Your kitchen ceiling just collapsed with water. Or you walked into the basement and found four inches of standing water. Or you heard a sound behind the wall that you will never forget and now water is running freely down the hallway.
Stop. Breathe. You have exactly 60 minutes to make decisions that determine whether this is a bad day or a catastrophic year.
This guide walks you through every step in that window, in the right order, without panic. The actions you take in the next hour directly affect how much structural damage occurs, how large your insurance claim becomes, and whether mold begins growing inside your walls before the restoration crew arrives.
Save this page. Share it with your family. Read it now so you never have to think during the moment it matters most.
Before you touch a single thing, do these two checks. Nothing else matters until these are done.
Check 1: Is anyone in immediate danger? If water is rising rapidly in an enclosed space, get everyone out of that space first. Do not attempt to retrieve belongings. Do not go back for pets if doing so puts you in danger. Evacuate first, act second.
Check 2: Is there any chance of electrical contact with the water? If standing water is present anywhere near an outlet, appliance, or electrical panel, treat every surface as live until the power is confirmed off. Do not step into standing water until the electricity situation is resolved. This is covered in detail in Step 3 below.

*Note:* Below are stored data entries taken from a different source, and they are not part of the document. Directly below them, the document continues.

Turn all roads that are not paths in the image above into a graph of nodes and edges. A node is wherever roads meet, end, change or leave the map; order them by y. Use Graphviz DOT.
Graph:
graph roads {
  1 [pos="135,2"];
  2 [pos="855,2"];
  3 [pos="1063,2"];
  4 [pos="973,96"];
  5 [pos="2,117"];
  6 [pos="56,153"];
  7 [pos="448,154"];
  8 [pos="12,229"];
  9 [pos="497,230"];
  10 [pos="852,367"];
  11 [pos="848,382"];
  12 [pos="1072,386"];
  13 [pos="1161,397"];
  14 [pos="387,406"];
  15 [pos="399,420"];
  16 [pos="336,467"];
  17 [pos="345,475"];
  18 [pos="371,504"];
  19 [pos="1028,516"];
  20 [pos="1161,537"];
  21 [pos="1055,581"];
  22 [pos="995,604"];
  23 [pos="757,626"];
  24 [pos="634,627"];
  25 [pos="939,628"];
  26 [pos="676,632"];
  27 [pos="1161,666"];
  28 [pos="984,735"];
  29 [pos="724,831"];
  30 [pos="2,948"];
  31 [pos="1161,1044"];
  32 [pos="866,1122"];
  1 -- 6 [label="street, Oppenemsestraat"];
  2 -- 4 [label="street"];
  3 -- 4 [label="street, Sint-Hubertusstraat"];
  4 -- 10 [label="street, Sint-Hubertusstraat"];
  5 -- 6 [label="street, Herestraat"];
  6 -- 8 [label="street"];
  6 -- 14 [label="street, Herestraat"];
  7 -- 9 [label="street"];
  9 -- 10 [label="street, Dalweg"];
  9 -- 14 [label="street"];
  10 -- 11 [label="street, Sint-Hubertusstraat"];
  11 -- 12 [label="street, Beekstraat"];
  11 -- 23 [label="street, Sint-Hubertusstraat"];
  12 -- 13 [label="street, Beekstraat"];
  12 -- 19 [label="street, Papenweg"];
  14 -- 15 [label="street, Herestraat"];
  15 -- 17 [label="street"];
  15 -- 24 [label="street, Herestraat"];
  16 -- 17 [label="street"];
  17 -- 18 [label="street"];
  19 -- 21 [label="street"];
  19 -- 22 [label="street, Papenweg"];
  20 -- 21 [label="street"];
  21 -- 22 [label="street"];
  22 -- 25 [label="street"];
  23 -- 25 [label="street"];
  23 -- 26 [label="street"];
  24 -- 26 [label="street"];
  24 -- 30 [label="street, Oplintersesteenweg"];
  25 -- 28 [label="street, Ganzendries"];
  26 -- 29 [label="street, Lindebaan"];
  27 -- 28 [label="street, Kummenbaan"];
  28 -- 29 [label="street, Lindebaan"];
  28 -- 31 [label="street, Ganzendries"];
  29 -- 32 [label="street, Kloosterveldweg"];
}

Only after confirming physical safety do you move into the 60-minute response sequence.
Before you shut anything off, you need 60 seconds of assessment. Identifying the source determines your first action.
Ask yourself three questions:
Where is the water coming from? (A burst pipe inside the wall, an overflowing appliance, a backed-up drain, water coming through the roof or foundation, or a municipal line break)
Is it clean water, gray water, or black water?
Is it still actively flowing or has it stopped?
Why water type matters immediately:
Water Category Source Safety Level Handling Clean Water (Category 1) Burst supply pipe, overflowing sink, rain intrusion Relatively safe with normal precautions You can handle initial containment yourself Gray Water (Category 2) Washing machine overflow, dishwasher, toilet overflow (no solids) Mildly contaminated Minimize contact, wear gloves, no cleanup without PPE Black Water (Category 3) Sewage backup, floodwater from outside, standing water over 48 hours Highly contaminated, biohazard Do not touch. Evacuate and call professionals immediately
If the water is black or sewage-contaminated, stop reading this guide and call Titus GC at 443-551-2181 right now. Sewage exposure is a health emergency, not a cleanup task.
If the source is a burst pipe, failed supply line, or any pressurized interior water source, your single most important action is shutting off the main water supply to the house. Every second the water runs is more damage.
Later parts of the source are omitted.